With the rule per ID looking like this: SecRuleUpdateTargetById 981172 !REQUEST_COOKIES_NAMES:/^TitleBox/ It works

With the one per Message like this: SecRuleUpdateTargetByMsg "SQL Comment Sequence Detected." !REQUEST_COOKIES_NAMES:/^TitleBox It does not work and still blocks my cookie

Answer 1

The question you linked to was about whitelisting rule 981231 which looks like this:

SecRule REQUEST_COOKIES|!REQUEST_COOKIES:/__utm/|!REQUEST_COOKIES:/_pk_ref/|REQUEST_COOKIES_NAMES|ARGS_NAMES|ARGS|XML:/* "(/\*!?|\*/|[';]--|--[\s\r\n\v\f]|(?:--[^-]*?-)|([^\-&])#.*?[\s\r\n\v\f]|;?\\x00)" "phase:2,rev:'2',ver:'OWASP_CRS/2.2.9',maturity:'8',accuracy:'8',\
id:'981231',t:none,t:urlDecodeUni,block,\
msg:'SQL Comment Sequence Detected.'\
,severity:'2',capture,logdata:'Matched Data: %{TX.0} found within %{MATCHED_VAR_NAME}: %{MATCHED_VAR}',tag:'OWASP_CRS/WEB_ATTACK/SQL_INJECTION',tag:'WASCTC/WASC-19',tag:'OWASP_TOP_10/A1',tag:'OWASP_AppSensor/CIE1',tag:'PCI/6.5.2',setvar:tx.anomaly_score=+%{tx.critical_anomaly_score},setvar:tx.sql_injection_score=+1,setvar:'tx.msg=%{rule.msg}',setvar:tx.%{rule.id}-OWASP_CRS/WEB_ATTACK/SQL_INJECTION-%{matched_var_name}=%{tx.0}"

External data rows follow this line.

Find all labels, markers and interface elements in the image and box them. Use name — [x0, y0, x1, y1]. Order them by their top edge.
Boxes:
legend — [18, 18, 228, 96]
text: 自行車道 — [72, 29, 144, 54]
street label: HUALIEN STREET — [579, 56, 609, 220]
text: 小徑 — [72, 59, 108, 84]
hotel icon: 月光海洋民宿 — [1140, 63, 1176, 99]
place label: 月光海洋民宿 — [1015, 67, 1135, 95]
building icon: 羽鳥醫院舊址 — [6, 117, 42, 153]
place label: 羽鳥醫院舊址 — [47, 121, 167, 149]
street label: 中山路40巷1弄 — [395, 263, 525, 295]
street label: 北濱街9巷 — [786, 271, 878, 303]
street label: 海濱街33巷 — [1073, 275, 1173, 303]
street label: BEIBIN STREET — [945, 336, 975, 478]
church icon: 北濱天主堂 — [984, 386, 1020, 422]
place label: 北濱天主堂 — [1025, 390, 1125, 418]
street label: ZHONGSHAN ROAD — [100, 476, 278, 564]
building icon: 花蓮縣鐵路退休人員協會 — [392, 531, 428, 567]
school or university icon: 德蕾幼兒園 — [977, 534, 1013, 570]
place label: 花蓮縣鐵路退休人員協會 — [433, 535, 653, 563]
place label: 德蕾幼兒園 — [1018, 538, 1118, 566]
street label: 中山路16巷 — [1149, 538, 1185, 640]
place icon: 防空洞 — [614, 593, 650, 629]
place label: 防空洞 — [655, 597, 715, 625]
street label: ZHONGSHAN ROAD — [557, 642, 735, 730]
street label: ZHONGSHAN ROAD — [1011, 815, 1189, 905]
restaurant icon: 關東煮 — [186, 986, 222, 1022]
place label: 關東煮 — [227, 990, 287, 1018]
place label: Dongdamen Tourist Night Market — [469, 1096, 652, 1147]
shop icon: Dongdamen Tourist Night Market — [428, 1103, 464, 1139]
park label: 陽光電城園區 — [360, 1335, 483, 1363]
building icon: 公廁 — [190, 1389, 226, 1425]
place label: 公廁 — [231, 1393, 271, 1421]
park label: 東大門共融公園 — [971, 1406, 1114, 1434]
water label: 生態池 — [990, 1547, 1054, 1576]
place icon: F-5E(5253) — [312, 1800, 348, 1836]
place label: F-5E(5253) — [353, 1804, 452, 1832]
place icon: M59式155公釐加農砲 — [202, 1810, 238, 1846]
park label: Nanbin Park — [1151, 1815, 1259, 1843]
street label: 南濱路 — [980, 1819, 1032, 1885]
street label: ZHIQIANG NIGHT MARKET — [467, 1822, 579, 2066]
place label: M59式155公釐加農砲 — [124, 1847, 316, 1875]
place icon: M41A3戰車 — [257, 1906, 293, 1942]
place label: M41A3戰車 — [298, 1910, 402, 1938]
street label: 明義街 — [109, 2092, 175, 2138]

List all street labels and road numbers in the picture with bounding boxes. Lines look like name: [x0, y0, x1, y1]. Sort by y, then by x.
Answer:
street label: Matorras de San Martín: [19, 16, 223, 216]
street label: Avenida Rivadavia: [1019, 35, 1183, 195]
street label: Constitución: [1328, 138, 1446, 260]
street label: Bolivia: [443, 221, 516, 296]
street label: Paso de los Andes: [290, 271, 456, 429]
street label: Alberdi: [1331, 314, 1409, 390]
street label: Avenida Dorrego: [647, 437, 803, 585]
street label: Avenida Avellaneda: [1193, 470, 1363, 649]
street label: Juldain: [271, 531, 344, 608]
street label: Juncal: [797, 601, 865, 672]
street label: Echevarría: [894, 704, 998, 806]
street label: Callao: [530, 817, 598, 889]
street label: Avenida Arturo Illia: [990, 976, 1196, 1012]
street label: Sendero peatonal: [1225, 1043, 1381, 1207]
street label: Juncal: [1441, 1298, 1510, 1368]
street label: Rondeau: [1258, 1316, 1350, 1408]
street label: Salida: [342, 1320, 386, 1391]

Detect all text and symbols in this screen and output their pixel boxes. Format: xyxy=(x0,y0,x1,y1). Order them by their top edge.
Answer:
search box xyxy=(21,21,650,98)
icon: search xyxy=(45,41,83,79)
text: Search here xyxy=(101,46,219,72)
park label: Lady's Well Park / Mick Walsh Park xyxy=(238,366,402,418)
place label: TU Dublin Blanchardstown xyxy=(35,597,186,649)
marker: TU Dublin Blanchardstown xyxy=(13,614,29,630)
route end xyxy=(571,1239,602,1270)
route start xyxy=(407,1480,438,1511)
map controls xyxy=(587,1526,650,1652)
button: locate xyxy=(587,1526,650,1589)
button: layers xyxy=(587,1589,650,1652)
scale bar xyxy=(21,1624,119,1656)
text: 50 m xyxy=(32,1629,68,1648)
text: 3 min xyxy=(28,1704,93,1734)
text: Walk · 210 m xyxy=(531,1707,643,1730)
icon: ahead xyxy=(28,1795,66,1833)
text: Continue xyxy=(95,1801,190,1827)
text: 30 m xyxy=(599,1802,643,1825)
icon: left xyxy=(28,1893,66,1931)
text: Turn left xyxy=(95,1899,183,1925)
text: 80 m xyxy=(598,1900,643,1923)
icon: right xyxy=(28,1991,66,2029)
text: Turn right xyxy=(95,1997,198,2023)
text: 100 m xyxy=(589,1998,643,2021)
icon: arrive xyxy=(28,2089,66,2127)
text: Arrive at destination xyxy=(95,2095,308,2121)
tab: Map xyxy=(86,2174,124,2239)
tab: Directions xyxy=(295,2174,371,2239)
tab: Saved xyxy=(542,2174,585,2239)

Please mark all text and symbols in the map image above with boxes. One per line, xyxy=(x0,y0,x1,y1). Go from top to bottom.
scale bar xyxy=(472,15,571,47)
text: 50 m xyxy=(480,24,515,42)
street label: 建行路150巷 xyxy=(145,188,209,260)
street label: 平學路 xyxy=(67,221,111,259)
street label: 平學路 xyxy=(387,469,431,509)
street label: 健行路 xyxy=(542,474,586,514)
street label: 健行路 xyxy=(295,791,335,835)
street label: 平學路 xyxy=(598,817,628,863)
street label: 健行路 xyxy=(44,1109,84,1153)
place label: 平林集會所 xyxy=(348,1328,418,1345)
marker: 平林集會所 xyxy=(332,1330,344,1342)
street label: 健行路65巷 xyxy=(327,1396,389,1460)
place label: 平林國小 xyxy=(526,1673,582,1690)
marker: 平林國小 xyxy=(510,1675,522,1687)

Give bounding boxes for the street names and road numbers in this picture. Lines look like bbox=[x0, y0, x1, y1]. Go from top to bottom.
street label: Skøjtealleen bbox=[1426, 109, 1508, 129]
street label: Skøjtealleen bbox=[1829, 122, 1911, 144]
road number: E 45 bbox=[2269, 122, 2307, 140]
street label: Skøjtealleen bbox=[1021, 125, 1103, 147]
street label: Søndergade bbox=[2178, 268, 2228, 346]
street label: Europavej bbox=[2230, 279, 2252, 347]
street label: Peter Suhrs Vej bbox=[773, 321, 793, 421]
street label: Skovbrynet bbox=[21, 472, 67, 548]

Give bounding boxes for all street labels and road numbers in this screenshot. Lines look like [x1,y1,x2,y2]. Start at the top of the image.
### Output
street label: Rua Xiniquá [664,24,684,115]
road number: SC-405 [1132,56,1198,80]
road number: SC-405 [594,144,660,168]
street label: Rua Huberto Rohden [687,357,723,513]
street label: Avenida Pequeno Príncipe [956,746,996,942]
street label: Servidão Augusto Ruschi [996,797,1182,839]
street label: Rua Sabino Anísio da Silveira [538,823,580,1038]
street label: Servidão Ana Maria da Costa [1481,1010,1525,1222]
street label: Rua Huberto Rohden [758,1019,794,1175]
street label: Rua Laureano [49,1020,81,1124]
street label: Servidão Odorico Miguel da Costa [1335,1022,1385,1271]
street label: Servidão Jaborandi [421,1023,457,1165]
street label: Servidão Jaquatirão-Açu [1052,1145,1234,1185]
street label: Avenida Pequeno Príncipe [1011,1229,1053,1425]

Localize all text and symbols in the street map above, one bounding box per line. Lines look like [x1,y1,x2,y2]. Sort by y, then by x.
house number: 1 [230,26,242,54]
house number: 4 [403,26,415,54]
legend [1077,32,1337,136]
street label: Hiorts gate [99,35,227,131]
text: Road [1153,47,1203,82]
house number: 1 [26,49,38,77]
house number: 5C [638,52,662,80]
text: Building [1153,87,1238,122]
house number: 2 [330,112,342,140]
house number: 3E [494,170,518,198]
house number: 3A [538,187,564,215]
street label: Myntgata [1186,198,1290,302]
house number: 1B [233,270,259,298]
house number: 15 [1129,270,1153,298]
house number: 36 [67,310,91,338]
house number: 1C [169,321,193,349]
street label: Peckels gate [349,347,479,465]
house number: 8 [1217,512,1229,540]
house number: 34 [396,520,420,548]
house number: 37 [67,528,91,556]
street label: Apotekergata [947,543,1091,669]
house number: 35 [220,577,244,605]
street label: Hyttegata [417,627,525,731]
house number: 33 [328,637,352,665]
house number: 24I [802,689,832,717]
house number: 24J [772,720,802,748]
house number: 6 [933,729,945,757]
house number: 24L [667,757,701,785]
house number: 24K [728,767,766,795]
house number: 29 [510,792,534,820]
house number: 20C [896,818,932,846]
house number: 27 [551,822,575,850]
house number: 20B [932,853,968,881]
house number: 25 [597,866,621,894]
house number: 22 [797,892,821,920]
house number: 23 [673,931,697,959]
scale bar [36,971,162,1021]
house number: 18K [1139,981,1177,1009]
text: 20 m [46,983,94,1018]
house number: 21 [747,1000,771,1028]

You are trying to whitelist 981172 which looks like this:

SecRule REQUEST_COOKIES|!REQUEST_COOKIES:/__utm/|!REQUEST_COOKIES:/_pk_ref/|!REQUEST_COOKIES:/__utm/|!REQUEST_COOKIES:/_pk_ref/|REQUEST_COOKIES_NAMES "([\~\!\@\#\$\%\^\&\*\(\)\-\+\=\{\}\[\]\|\:\;\"\'\´\’\‘\`\<\>].*?){8,}" "phase:2,t:none,t:urlDecodeUni,block,\
id:'981172',rev:'2',ver:'OWASP_CRS/2.2.9',maturity:'9',accuracy:'8',\
msg:'Restricted SQL Character Anomaly Detection Alert - Total # of special characters exceeded',\
capture,logdata:'Matched Data: %{TX.1} found within %{MATCHED_VAR_NAME}: %{MATCHED_VAR}',tag:'OWASP_CRS/WEB_ATTACK/SQL_INJECTION',setvar:tx.anomaly_score=+%{tx.warning_anomaly_score},setvar:tx.sql_injection_score=+1,setvar:'tx.msg=%{rule.msg}',setvar:tx.%{rule.id}-OWASP_CRS/WEB_ATTACK/RESTRICTED_SQLI_CHARS-%{matched_var_name}=%{tx.0}"

As you can see the message is different for this rule, so you are whitelisting the wrong message. Hence why it is not working for you.